It’s hardly surprising that President Barack Obama chose to schedule a White House visit by Israel’s Prime Minister Benjamin Netanyahu in the dead of night on Monday, because right now Obama has little to show for his 10-month effort to revive a Middle East peace process. The Israeli leader’s refusal to abide by Washington’s demand for a complete freeze of settlement construction in the West Bank and East Jerusalem — and the Palestinians’ refusal to enter talks without one — has left the Obama Administration’s plans in tatters, with Palestinian Authority (PA) President Mahmoud Abbas threatening to resign and pull the plug on the PA and the peace process of which it forms a part.
Netanyahu insists that Israel is ready for unconditional talks; he blames the stalemate on the Palestinians for making the settlement freeze a precondition. But Netanyahu also refuses to accept that such talks be directed toward establishing a Palestinian state based on the 1967 borders with East Jerusalem as its capital — and that’s the minimum the Palestinians are prepared to accept. Abbas, meanwhile, feels betrayed that the Obama Administration has backed down from its own insistence that Israel halt construction in occupied territory. That, say the Palestinians, is clear evidence that Washington won’t pressure Israel to do things it’s not willing to do, and that it’s therefore pointless to go through the motions of yet another series of negotiations with an Israeli government more hawkish than its predecessors. (See pictures of Obama’s overseas trips.)

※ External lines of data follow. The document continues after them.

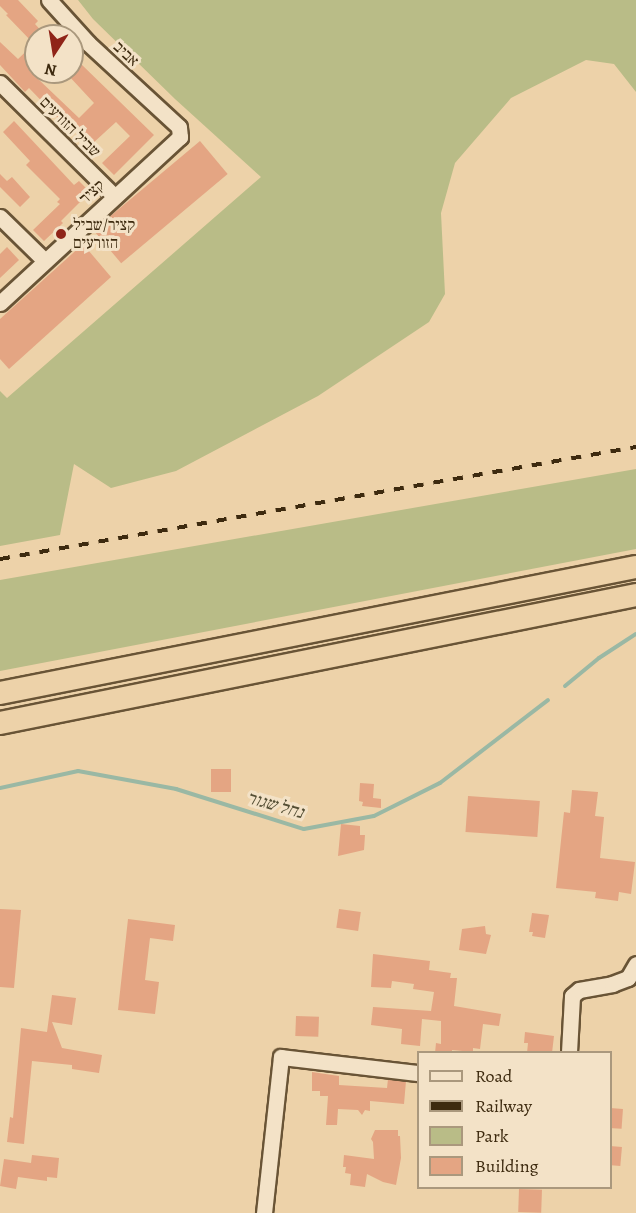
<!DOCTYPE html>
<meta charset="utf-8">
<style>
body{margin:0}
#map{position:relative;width:636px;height:1213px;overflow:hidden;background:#edd2a9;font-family:Alegreya,"Frank Ruhl Libre",serif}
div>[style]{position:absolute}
.green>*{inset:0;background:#b9bc87}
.stream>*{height:4px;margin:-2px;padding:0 2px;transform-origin:2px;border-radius:2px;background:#9ab8a4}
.building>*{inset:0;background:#e4a583;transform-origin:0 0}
.roads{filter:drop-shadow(2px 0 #695436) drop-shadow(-2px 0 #695436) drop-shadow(0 2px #695436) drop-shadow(0 -2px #695436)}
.minor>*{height:15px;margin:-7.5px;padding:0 7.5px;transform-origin:7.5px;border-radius:7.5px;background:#f3e2c7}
.highway>*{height:22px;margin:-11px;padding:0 11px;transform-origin:11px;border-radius:11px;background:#edd2a9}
.rail>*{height:4px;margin-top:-2px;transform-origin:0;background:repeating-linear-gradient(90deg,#3d2a0f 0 10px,transparent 0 20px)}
.dots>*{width:16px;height:16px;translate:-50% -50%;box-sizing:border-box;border:3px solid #f3e2c7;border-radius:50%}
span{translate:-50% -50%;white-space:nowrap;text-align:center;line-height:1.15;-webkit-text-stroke:6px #f3e2c7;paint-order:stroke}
.street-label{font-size:16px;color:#3d2a0f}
.poi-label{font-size:16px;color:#3d2a0f}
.left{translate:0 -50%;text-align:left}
.water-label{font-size:18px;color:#544e34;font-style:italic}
.legend{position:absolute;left:417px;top:1051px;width:195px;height:138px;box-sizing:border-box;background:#f3e2c7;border:2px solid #aa987d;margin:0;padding:8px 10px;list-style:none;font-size:18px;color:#3d2a0f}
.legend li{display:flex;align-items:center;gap:12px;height:30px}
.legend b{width:30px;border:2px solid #aa987d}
.north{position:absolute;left:24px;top:24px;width:60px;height:60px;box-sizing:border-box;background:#f3e2c7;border:2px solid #aa987d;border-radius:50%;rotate:192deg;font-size:16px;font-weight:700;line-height:24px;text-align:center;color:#3d2a0f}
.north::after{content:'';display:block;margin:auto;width:21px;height:27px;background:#8f2418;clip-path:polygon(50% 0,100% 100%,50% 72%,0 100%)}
</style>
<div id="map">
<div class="green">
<i style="clip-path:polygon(78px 0,636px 0,636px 92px,614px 64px,586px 60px,511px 98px,455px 163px,441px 213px,445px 294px,429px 322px,318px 396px,176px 471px,111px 488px,74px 464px,60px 535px,0 546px,0 391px,7px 398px,261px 177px,175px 99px,93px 19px)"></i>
<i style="clip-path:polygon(636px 469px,636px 549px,0 671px,0 580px)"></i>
</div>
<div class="stream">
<i style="left:565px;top:686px;width:44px;rotate:-39.5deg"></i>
<i style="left:599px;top:658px;width:44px;rotate:-33deg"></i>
<i style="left:0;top:788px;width:80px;rotate:-12.3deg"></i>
<i style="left:78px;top:771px;width:100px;rotate:10.4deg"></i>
<i style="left:176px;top:789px;width:134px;rotate:17.4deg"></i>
<i style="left:304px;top:829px;width:71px;rotate:-10.5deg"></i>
<i style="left:374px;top:816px;width:74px;rotate:-26.6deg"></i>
<i style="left:440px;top:783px;width:136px;rotate:-37.5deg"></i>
</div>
<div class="building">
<i style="clip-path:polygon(0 0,18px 0,38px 21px,35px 24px,46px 36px,36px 36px,36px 77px,79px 118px,94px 103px,68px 75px,80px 63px,154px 135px,114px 175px,102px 163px,130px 136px,116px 122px,92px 144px,62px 114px,58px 118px,29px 88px,25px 92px,0 65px,0 42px,18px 59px,34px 44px,6px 15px,8px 14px,0 6px)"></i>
<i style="clip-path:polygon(14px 121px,74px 185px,79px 181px,90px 192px,61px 221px,63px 223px,44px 241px,33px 230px,60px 204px,57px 202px,60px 199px,26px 165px,30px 161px,3px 132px)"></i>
<i style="left:200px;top:141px;width:43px;height:139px;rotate:50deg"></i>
<i style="clip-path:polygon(0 174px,7px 181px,12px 177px,30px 197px,20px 207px,0 187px)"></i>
<i style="clip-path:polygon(83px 244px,111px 277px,9px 369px,0 359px,0 319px)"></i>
<i style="clip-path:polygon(7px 247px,19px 260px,0 278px,0 254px)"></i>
<i style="left:211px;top:769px;width:20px;height:23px"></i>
<i style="clip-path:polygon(360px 783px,374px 784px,373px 798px,381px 799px,381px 808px,362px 806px,363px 802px,359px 801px)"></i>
<i style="clip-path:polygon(572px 790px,598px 792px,595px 816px,604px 817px,600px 858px,635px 862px,631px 894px,619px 892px,618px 901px,595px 898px,596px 892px,556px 888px,564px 812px,570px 813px)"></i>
<i style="left:468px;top:796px;width:72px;height:36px;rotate:4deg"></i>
<i style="clip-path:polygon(341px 824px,360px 826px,360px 835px,365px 835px,364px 850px,338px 856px)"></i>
<i style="clip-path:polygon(0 909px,21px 910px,14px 988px,0 987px)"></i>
<i style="left:339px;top:909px;width:22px;height:19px;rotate:8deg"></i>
<i style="clip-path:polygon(532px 913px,549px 915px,545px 938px,532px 936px,533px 932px,529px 932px)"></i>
<i style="clip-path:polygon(128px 919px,175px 925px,173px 941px,150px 938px,145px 980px,159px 982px,155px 1014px,118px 1010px)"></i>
<i style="clip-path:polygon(485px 926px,486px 934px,491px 935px,486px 954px,459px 950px,462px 929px)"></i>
<i style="clip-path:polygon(373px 954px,430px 961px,429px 970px,451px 973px,450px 978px,457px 978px,454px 1006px,501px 1014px,499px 1026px,483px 1024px,480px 1049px,473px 1048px,473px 1052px,452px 1050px,452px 1053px,435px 1053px,436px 1043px,441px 1044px,441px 1021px,422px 1019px,420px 1046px,401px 1044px,402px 1029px,371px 1025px,373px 1007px,431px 1011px,434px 992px,413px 989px,414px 984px,392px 981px,391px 988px,371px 987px)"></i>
<i style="clip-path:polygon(52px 995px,76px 998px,72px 1025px,52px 1022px,62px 1048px,102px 1055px,99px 1073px,72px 1069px,72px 1065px,32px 1061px,24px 1144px,7px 1142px,10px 1117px,13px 1118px,21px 1028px,47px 1032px)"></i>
<i style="left:296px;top:1016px;width:23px;height:20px;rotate:2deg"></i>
<i style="clip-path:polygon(525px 1032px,554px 1036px,552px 1053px,527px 1053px,528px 1043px,524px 1043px)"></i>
<i style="clip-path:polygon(312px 1072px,339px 1076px,339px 1085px,387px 1088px,388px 1079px,406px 1081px,404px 1104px,370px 1101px,370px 1111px,365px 1110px,362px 1115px,358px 1110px,338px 1109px,337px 1125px,326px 1125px,328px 1096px,320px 1096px,320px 1091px,312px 1091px)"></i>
<i style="left:610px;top:1108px;width:13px;height:20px;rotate:4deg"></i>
<i style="clip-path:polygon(375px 1130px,398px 1130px,398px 1136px,400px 1136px,401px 1158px,396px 1185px,383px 1182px,367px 1174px,365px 1187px,350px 1185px,351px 1174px,345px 1173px,346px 1167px,343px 1167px,344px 1155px,374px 1159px,373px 1142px,371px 1139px)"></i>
<i style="left:610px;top:1146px;width:12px;height:19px;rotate:5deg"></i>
<i style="clip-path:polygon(32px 1155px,59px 1158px,57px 1178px,47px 1177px,47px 1181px,18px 1177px,16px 1189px,0 1186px,4px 1159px,31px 1163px)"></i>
<i style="left:519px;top:1189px;width:23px;height:23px;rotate:2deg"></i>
</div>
<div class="roads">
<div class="minor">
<i style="left:0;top:83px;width:161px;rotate:44.7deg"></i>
<i style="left:0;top:217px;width:62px;rotate:44.3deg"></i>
<i style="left:0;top:303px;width:245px;rotate:-42.7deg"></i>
<i style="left:180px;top:137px;width:10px;rotate:-96deg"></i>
<i style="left:179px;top:127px;width:124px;rotate:-137.3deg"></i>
<i style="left:88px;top:43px;width:58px;rotate:-132.2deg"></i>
<i style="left:569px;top:1052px;width:56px;rotate:-86.9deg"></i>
<i style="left:572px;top:996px;width:9px;rotate:-41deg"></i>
<i style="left:579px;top:990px;width:34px;rotate:-10deg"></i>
<i style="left:612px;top:984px;width:17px;rotate:-21deg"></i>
<i style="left:628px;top:978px;width:16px;rotate:-60deg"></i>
<i style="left:264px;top:1213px;width:157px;rotate:-83.8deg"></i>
<i style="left:281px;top:1057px;width:138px;rotate:6.7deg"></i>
</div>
<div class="highway">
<i style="left:0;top:693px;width:648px;rotate:-11.21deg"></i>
<i style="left:0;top:723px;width:649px;rotate:-11.38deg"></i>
</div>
</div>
<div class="rail">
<i style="left:0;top:559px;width:646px;rotate:-9.99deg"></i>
</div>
<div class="dots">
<i style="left:61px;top:234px;background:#8f2418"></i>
</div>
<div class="street-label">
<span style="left:126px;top:54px;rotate:43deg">אביב</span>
<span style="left:70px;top:127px;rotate:45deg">שביל הזורעים</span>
<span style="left:92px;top:192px;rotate:-42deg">קציר</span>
</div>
<div class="poi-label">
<span class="left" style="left:73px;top:234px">קציר/שביל<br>הזורעים</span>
</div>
<div class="water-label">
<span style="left:275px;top:805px;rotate:16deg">נחל שגור</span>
</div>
<ul class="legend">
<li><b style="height:8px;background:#f3e2c7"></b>Road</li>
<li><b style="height:8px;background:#3d2a0f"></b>Railway</li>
<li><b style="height:16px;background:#b9bc87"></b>Park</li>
<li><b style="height:16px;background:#e4a583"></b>Building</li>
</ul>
<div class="north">N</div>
</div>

Obama had prioritized resolving the Israeli-Palestinian conflict. But his demands — of a complete settlement freeze by Israel and reciprocal gestures toward normalizing ties with Israel by Arab governments — has been rejected on both sides. And while no recent Administration has had much success in this realm, veterans of the peace process concur that the President’s initial approach was flawed. It may have even done more harm than good, they argue, by raising expectations that could not be met, leaving both sides mistrustful of Washington’s intentions and creating a situation where either Netanyahu or Abbas would be painted into a corner. (That turned out to be Abbas, after Netanyahu rejected Obama’s demands.)